About this exercise – Everything in the listing below should be repeated verbatim, apart from the pictures.

= Beginning of Section =

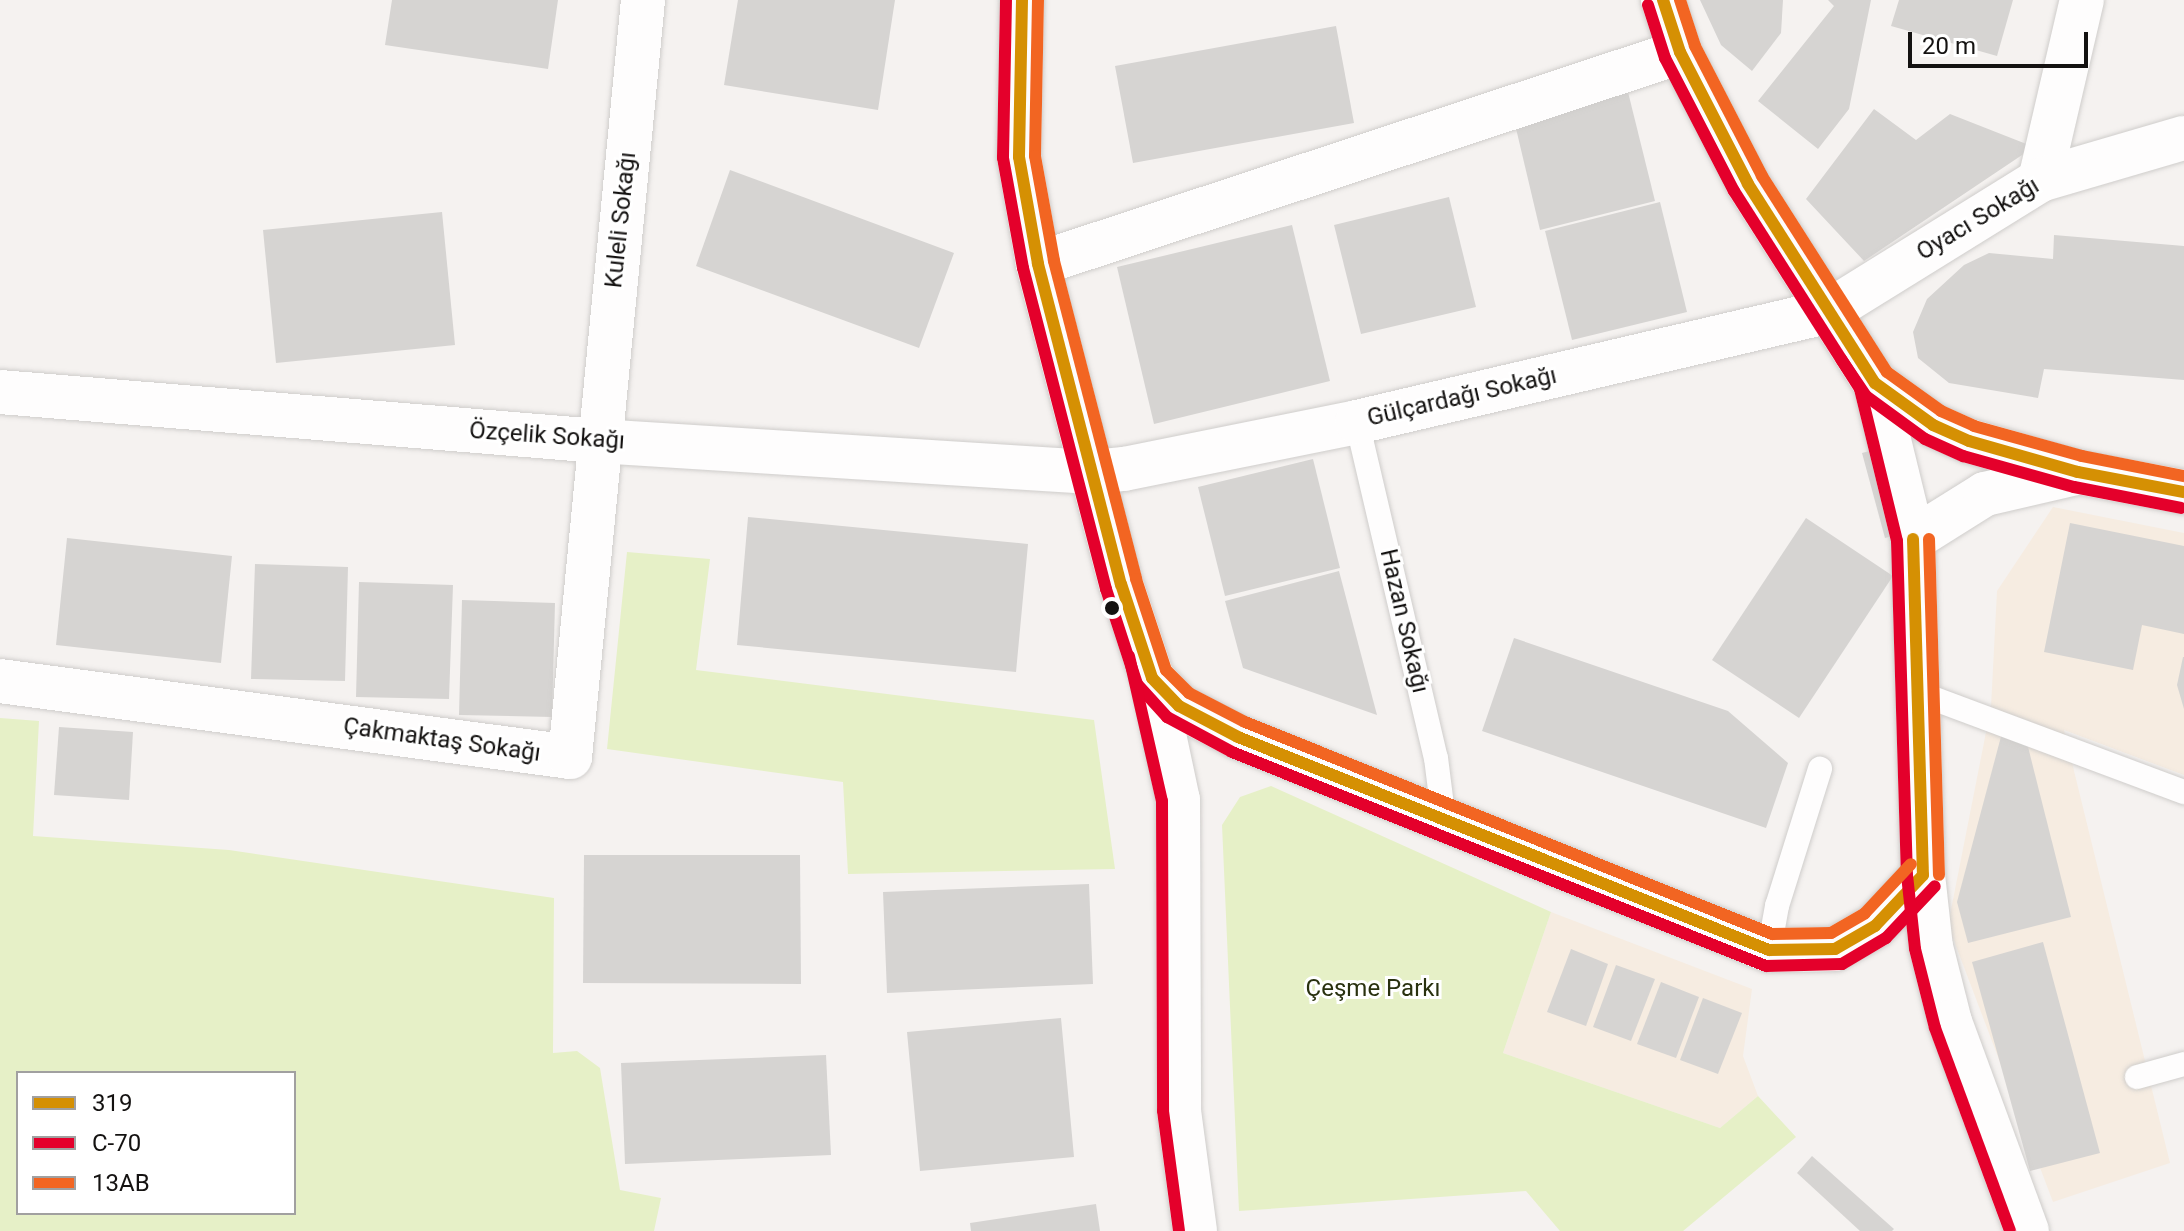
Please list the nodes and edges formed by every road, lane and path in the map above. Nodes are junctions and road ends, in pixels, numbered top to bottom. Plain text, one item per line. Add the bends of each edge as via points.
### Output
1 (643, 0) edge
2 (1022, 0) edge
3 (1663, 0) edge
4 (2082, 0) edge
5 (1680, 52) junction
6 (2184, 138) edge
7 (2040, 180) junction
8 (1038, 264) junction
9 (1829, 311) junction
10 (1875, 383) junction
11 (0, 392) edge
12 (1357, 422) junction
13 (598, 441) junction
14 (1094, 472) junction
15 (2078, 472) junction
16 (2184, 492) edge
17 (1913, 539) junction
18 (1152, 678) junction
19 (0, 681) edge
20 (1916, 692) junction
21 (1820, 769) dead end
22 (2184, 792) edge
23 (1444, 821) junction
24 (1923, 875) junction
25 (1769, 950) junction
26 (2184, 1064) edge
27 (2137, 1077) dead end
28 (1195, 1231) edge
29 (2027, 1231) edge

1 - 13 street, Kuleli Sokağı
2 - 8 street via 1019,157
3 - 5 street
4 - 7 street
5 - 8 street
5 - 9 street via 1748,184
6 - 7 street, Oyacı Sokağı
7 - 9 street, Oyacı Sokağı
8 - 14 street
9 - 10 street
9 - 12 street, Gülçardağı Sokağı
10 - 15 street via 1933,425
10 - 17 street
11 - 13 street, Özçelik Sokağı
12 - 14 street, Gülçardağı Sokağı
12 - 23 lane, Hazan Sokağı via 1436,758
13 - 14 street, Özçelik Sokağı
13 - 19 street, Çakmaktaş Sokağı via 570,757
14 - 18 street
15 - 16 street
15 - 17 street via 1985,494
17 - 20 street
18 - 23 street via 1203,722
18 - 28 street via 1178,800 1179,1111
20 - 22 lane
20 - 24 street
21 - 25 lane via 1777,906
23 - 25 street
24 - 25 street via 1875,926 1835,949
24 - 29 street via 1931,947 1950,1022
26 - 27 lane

= End of Section =

Exercise output –
Please list the nodes and edges formed by every road, lane and path in the map above. Nodes are junctions and road ends, in pixels, numbered top to bottom. Plain text, one item per line. Add the bends of each edge as via points.
### Output
1 (643, 0) edge
2 (1022, 0) edge
3 (1663, 0) edge
4 (2082, 0) edge
5 (1680, 52) junction
6 (2184, 138) edge
7 (2040, 180) junction
8 (1038, 264) junction
9 (1829, 311) junction
10 (1875, 383) junction
11 (0, 392) edge
12 (1357, 422) junction
13 (598, 441) junction
14 (1094, 472) junction
15 (2078, 472) junction
16 (2184, 492) edge
17 (1913, 539) junction
18 (1152, 678) junction
19 (0, 681) edge
20 (1916, 692) junction
21 (1820, 769) dead end
22 (2184, 792) edge
23 (1444, 821) junction
24 (1923, 875) junction
25 (1769, 950) junction
26 (2184, 1064) edge
27 (2137, 1077) dead end
28 (1195, 1231) edge
29 (2027, 1231) edge

1 - 13 street, Kuleli Sokağı
2 - 8 street via 1019,157
3 - 5 street
4 - 7 street
5 - 8 street
5 - 9 street via 1748,184
6 - 7 street, Oyacı Sokağı
7 - 9 street, Oyacı Sokağı
8 - 14 street
9 - 10 street
9 - 12 street, Gülçardağı Sokağı
10 - 15 street via 1933,425
10 - 17 street
11 - 13 street, Özçelik Sokağı
12 - 14 street, Gülçardağı Sokağı
12 - 23 lane, Hazan Sokağı via 1436,758
13 - 14 street, Özçelik Sokağı
13 - 19 street, Çakmaktaş Sokağı via 570,757
14 - 18 street
15 - 16 street
15 - 17 street via 1985,494
17 - 20 street
18 - 23 street via 1203,722
18 - 28 street via 1178,800 1179,1111
20 - 22 lane
20 - 24 street
21 - 25 lane via 1777,906
23 - 25 street
24 - 25 street via 1875,926 1835,949
24 - 29 street via 1931,947 1950,1022
26 - 27 lane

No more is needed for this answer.